→ Material for this task

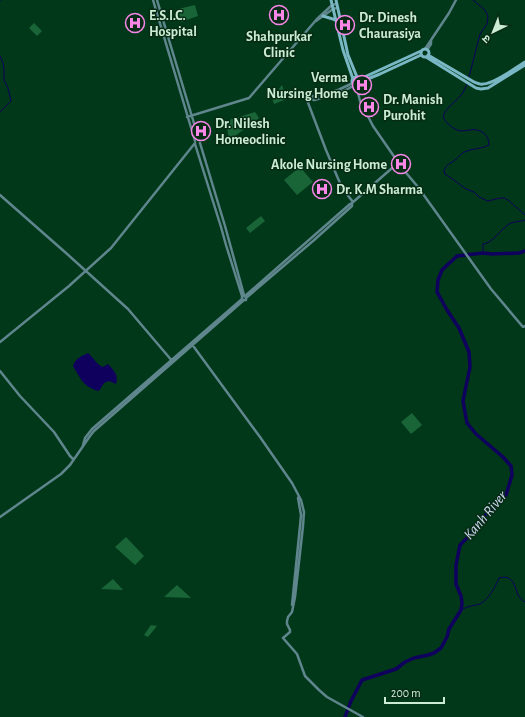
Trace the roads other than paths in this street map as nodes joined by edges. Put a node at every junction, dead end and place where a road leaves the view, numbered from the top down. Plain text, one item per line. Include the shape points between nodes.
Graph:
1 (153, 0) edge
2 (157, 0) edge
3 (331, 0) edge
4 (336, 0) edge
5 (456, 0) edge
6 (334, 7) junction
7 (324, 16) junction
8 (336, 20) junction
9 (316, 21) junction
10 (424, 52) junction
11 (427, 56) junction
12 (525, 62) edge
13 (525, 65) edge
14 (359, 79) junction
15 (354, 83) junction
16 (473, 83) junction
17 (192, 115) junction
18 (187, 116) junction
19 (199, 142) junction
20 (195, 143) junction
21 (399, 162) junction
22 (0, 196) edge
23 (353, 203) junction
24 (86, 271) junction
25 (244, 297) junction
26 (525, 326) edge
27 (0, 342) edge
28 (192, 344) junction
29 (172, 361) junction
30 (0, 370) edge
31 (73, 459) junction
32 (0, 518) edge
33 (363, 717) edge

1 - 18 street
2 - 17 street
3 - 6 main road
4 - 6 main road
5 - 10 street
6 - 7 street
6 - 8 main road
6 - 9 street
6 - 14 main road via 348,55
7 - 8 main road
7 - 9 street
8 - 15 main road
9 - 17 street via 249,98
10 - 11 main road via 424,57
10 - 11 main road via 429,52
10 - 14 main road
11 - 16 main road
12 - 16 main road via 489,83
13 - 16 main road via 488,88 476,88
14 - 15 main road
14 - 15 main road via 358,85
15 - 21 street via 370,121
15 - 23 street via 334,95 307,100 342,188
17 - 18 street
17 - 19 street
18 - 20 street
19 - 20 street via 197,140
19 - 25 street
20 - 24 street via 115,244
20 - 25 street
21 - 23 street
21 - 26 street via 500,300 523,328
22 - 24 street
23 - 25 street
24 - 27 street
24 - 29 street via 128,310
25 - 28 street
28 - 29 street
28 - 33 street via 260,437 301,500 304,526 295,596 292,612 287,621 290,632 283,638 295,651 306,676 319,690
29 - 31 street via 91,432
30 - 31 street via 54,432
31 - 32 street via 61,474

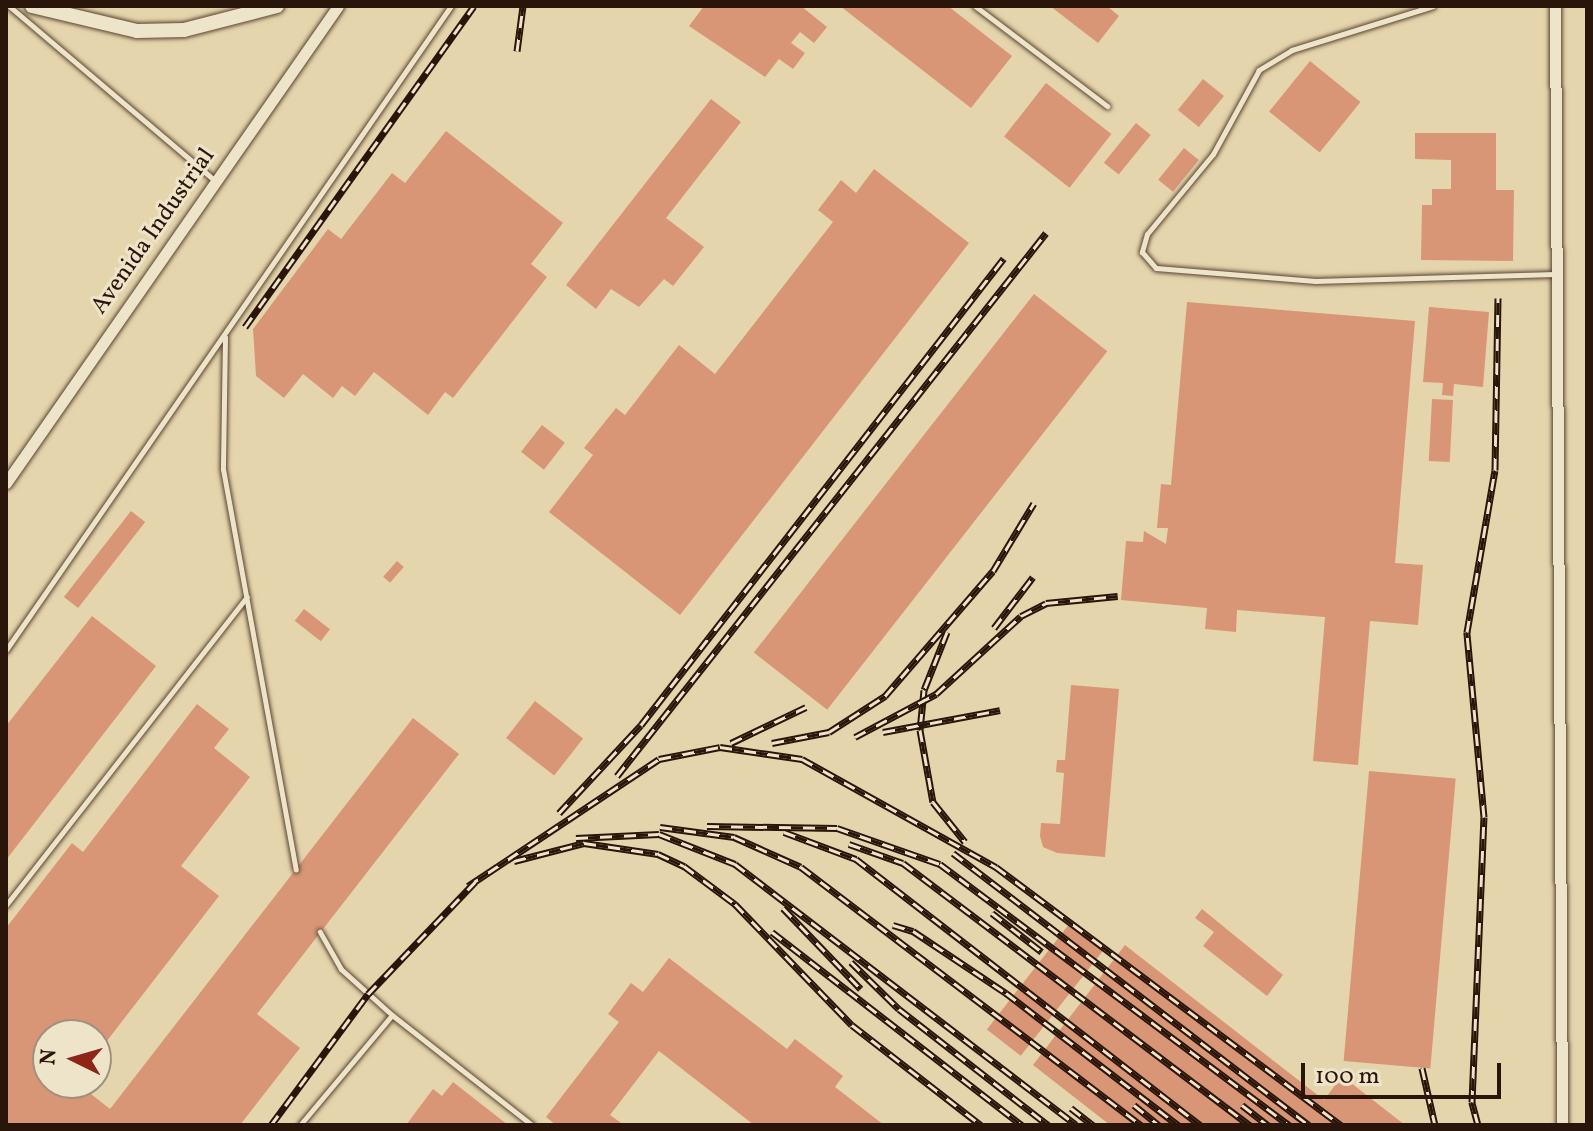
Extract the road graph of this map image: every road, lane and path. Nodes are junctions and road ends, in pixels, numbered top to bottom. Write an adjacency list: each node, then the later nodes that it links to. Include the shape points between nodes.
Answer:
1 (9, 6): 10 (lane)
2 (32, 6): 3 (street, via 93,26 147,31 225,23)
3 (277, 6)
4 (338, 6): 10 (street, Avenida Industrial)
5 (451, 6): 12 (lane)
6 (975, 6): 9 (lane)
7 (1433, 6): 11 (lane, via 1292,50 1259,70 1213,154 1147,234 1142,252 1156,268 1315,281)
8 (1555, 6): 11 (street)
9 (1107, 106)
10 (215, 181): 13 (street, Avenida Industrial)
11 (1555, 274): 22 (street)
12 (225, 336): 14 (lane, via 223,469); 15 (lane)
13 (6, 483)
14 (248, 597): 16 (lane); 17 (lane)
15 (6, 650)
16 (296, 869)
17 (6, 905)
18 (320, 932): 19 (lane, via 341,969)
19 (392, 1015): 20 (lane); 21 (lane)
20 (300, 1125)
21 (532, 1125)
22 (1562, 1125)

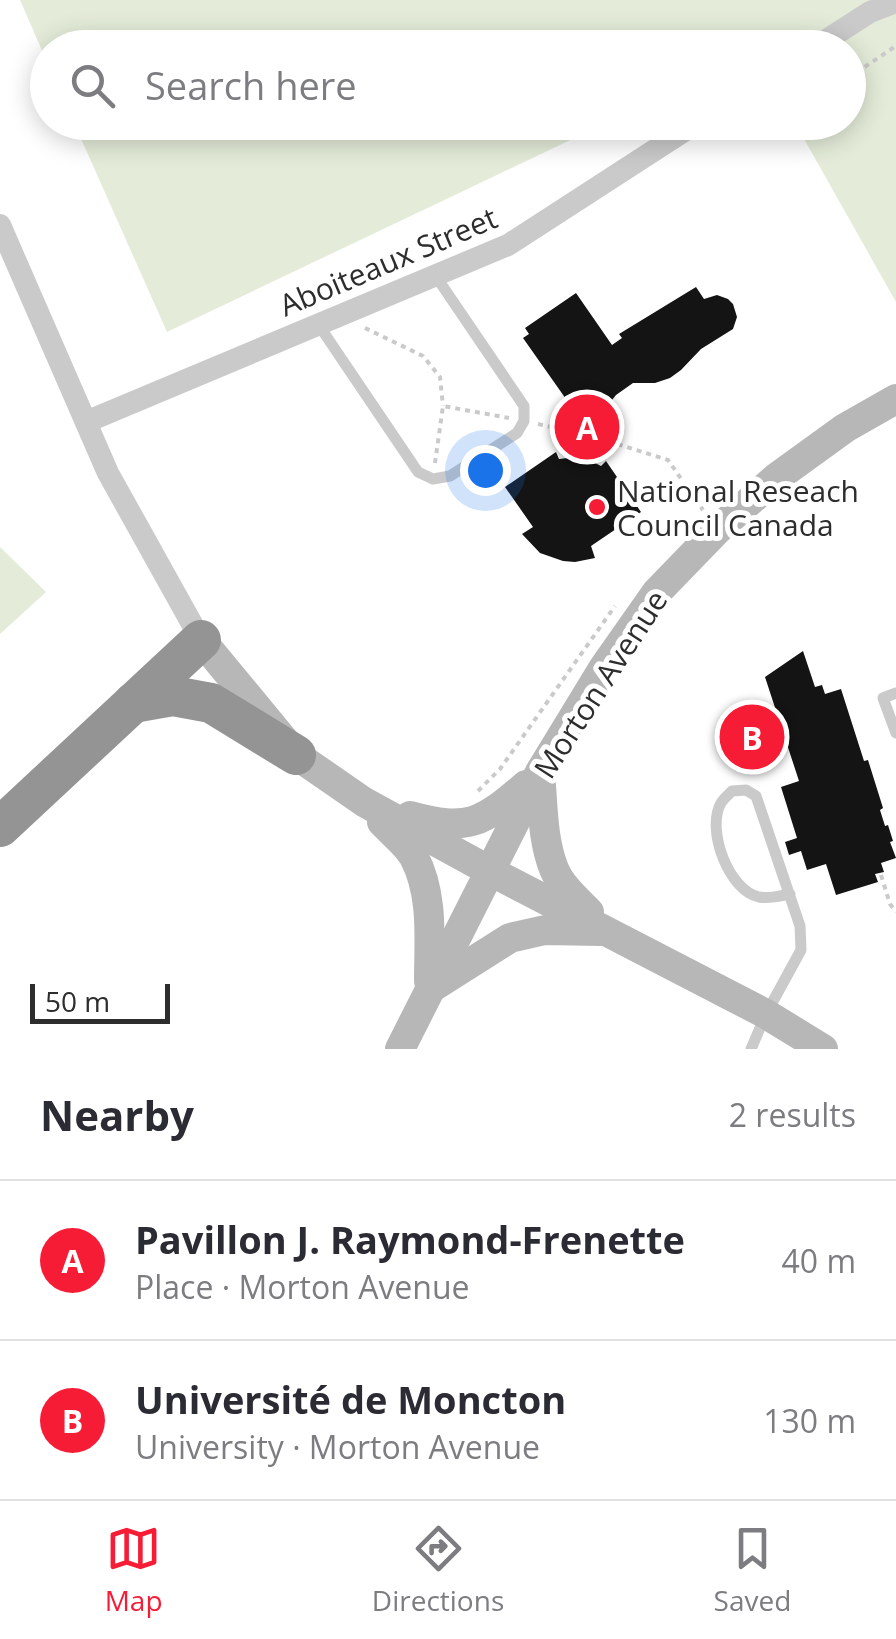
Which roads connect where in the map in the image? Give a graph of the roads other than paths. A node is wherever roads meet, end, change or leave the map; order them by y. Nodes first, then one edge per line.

→ Work order
Set down the records precisely as they appear. Any picture stays out.

→ Output
Trace the roads other than paths in this street map as nodes joined by edges. Put a node at every junction, dead end and place where a road leaves the view, numbered from the top down. Plain text, one item per line. Include the shape points between nodes.
Graph:
1 (153, 0) edge
2 (157, 0) edge
3 (331, 0) edge
4 (336, 0) edge
5 (456, 0) edge
6 (334, 7) junction
7 (324, 16) junction
8 (336, 20) junction
9 (316, 21) junction
10 (424, 52) junction
11 (427, 56) junction
12 (525, 62) edge
13 (525, 65) edge
14 (359, 79) junction
15 (354, 83) junction
16 (473, 83) junction
17 (192, 115) junction
18 (187, 116) junction
19 (199, 142) junction
20 (195, 143) junction
21 (399, 162) junction
22 (0, 196) edge
23 (353, 203) junction
24 (86, 271) junction
25 (244, 297) junction
26 (525, 326) edge
27 (0, 342) edge
28 (192, 344) junction
29 (172, 361) junction
30 (0, 370) edge
31 (73, 459) junction
32 (0, 518) edge
33 (363, 717) edge

1 - 18 street
2 - 17 street
3 - 6 main road
4 - 6 main road
5 - 10 street
6 - 7 street
6 - 8 main road
6 - 9 street
6 - 14 main road via 348,55
7 - 8 main road
7 - 9 street
8 - 15 main road
9 - 17 street via 249,98
10 - 11 main road via 424,57
10 - 11 main road via 429,52
10 - 14 main road
11 - 16 main road
12 - 16 main road via 489,83
13 - 16 main road via 488,88 476,88
14 - 15 main road
14 - 15 main road via 358,85
15 - 21 street via 370,121
15 - 23 street via 334,95 307,100 342,188
17 - 18 street
17 - 19 street
18 - 20 street
19 - 20 street via 197,140
19 - 25 street
20 - 24 street via 115,244
20 - 25 street
21 - 23 street
21 - 26 street via 500,300 523,328
22 - 24 street
23 - 25 street
24 - 27 street
24 - 29 street via 128,310
25 - 28 street
28 - 29 street
28 - 33 street via 260,437 301,500 304,526 295,596 292,612 287,621 290,632 283,638 295,651 306,676 319,690
29 - 31 street via 91,432
30 - 31 street via 54,432
31 - 32 street via 61,474

Extract the road graph of this map image: every road, lane and path. Nodes are junctions and road ends, in pixels, numbered top to bottom. Write an adjacency list: each node, then the later nodes that it links to. Include the shape points between nodes.
Answer:
1 (9, 6): 10 (lane)
2 (32, 6): 3 (street, via 93,26 147,31 225,23)
3 (277, 6)
4 (338, 6): 10 (street, Avenida Industrial)
5 (451, 6): 12 (lane)
6 (975, 6): 9 (lane)
7 (1433, 6): 11 (lane, via 1292,50 1259,70 1213,154 1147,234 1142,252 1156,268 1315,281)
8 (1555, 6): 11 (street)
9 (1107, 106)
10 (215, 181): 13 (street, Avenida Industrial)
11 (1555, 274): 22 (street)
12 (225, 336): 14 (lane, via 223,469); 15 (lane)
13 (6, 483)
14 (248, 597): 16 (lane); 17 (lane)
15 (6, 650)
16 (296, 869)
17 (6, 905)
18 (320, 932): 19 (lane, via 341,969)
19 (392, 1015): 20 (lane); 21 (lane)
20 (300, 1125)
21 (532, 1125)
22 (1562, 1125)

Which roads connect where in the map in the image? Give a graph of the roads other than paths. A node is wherever roads meet, end, change or leave the map; order them by y. Nodes first, then one edge per line.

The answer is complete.